• [Exercise aim]: Every line of the data must be set down exactly as shown.

• [Information provided]:
* * * * *
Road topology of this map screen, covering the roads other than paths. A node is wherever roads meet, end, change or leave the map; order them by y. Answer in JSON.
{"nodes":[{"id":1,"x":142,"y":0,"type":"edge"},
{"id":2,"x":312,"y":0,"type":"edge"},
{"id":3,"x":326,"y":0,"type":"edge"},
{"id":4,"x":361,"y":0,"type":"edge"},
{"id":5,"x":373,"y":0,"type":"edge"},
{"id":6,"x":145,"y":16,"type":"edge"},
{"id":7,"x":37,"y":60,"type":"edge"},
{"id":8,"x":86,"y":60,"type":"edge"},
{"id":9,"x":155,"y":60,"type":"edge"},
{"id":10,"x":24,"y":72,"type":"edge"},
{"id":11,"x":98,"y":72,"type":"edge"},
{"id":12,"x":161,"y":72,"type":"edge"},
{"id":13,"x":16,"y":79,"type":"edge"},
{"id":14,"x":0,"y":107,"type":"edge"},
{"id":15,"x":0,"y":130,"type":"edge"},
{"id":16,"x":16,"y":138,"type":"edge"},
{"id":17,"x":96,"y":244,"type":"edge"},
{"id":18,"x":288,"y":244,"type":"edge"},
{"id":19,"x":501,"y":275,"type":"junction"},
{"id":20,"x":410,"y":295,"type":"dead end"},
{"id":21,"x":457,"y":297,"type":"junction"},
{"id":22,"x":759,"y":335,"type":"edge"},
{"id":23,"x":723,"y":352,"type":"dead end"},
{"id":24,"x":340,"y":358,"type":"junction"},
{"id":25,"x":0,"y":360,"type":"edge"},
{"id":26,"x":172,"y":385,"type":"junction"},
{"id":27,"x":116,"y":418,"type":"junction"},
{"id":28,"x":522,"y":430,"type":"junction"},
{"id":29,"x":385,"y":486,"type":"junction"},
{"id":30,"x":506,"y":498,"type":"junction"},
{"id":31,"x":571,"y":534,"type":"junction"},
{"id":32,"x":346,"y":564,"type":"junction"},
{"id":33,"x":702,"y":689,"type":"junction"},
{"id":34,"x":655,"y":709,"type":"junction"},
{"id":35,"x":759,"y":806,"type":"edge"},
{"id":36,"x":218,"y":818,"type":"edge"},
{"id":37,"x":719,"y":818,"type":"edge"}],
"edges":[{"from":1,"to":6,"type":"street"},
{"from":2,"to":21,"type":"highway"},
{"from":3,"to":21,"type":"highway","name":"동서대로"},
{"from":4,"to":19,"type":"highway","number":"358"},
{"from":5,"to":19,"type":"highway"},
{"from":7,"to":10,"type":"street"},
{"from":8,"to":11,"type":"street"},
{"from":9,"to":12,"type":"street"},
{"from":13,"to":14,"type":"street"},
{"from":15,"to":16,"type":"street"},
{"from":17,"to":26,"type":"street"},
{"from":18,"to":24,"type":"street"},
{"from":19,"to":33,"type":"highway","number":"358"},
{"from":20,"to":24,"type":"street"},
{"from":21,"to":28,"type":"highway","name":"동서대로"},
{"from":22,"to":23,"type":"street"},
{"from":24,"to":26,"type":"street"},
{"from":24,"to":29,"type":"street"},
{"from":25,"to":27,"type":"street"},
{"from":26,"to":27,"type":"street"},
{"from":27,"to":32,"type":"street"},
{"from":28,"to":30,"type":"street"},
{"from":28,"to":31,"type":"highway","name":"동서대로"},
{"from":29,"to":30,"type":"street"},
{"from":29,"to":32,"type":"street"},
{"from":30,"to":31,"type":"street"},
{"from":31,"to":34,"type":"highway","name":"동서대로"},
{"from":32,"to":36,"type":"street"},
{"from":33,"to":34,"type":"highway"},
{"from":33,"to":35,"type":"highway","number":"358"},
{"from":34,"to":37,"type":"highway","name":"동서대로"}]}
* * * * *
• [Problem solution]:
Road topology of this map screen, covering the roads other than paths. A node is wherever roads meet, end, change or leave the map; order them by y. Answer in JSON.
{"nodes":[{"id":1,"x":142,"y":0,"type":"edge"},
{"id":2,"x":312,"y":0,"type":"edge"},
{"id":3,"x":326,"y":0,"type":"edge"},
{"id":4,"x":361,"y":0,"type":"edge"},
{"id":5,"x":373,"y":0,"type":"edge"},
{"id":6,"x":145,"y":16,"type":"edge"},
{"id":7,"x":37,"y":60,"type":"edge"},
{"id":8,"x":86,"y":60,"type":"edge"},
{"id":9,"x":155,"y":60,"type":"edge"},
{"id":10,"x":24,"y":72,"type":"edge"},
{"id":11,"x":98,"y":72,"type":"edge"},
{"id":12,"x":161,"y":72,"type":"edge"},
{"id":13,"x":16,"y":79,"type":"edge"},
{"id":14,"x":0,"y":107,"type":"edge"},
{"id":15,"x":0,"y":130,"type":"edge"},
{"id":16,"x":16,"y":138,"type":"edge"},
{"id":17,"x":96,"y":244,"type":"edge"},
{"id":18,"x":288,"y":244,"type":"edge"},
{"id":19,"x":501,"y":275,"type":"junction"},
{"id":20,"x":410,"y":295,"type":"dead end"},
{"id":21,"x":457,"y":297,"type":"junction"},
{"id":22,"x":759,"y":335,"type":"edge"},
{"id":23,"x":723,"y":352,"type":"dead end"},
{"id":24,"x":340,"y":358,"type":"junction"},
{"id":25,"x":0,"y":360,"type":"edge"},
{"id":26,"x":172,"y":385,"type":"junction"},
{"id":27,"x":116,"y":418,"type":"junction"},
{"id":28,"x":522,"y":430,"type":"junction"},
{"id":29,"x":385,"y":486,"type":"junction"},
{"id":30,"x":506,"y":498,"type":"junction"},
{"id":31,"x":571,"y":534,"type":"junction"},
{"id":32,"x":346,"y":564,"type":"junction"},
{"id":33,"x":702,"y":689,"type":"junction"},
{"id":34,"x":655,"y":709,"type":"junction"},
{"id":35,"x":759,"y":806,"type":"edge"},
{"id":36,"x":218,"y":818,"type":"edge"},
{"id":37,"x":719,"y":818,"type":"edge"}],
"edges":[{"from":1,"to":6,"type":"street"},
{"from":2,"to":21,"type":"highway"},
{"from":3,"to":21,"type":"highway","name":"동서대로"},
{"from":4,"to":19,"type":"highway","number":"358"},
{"from":5,"to":19,"type":"highway"},
{"from":7,"to":10,"type":"street"},
{"from":8,"to":11,"type":"street"},
{"from":9,"to":12,"type":"street"},
{"from":13,"to":14,"type":"street"},
{"from":15,"to":16,"type":"street"},
{"from":17,"to":26,"type":"street"},
{"from":18,"to":24,"type":"street"},
{"from":19,"to":33,"type":"highway","number":"358"},
{"from":20,"to":24,"type":"street"},
{"from":21,"to":28,"type":"highway","name":"동서대로"},
{"from":22,"to":23,"type":"street"},
{"from":24,"to":26,"type":"street"},
{"from":24,"to":29,"type":"street"},
{"from":25,"to":27,"type":"street"},
{"from":26,"to":27,"type":"street"},
{"from":27,"to":32,"type":"street"},
{"from":28,"to":30,"type":"street"},
{"from":28,"to":31,"type":"highway","name":"동서대로"},
{"from":29,"to":30,"type":"street"},
{"from":29,"to":32,"type":"street"},
{"from":30,"to":31,"type":"street"},
{"from":31,"to":34,"type":"highway","name":"동서대로"},
{"from":32,"to":36,"type":"street"},
{"from":33,"to":34,"type":"highway"},
{"from":33,"to":35,"type":"highway","number":"358"},
{"from":34,"to":37,"type":"highway","name":"동서대로"}]}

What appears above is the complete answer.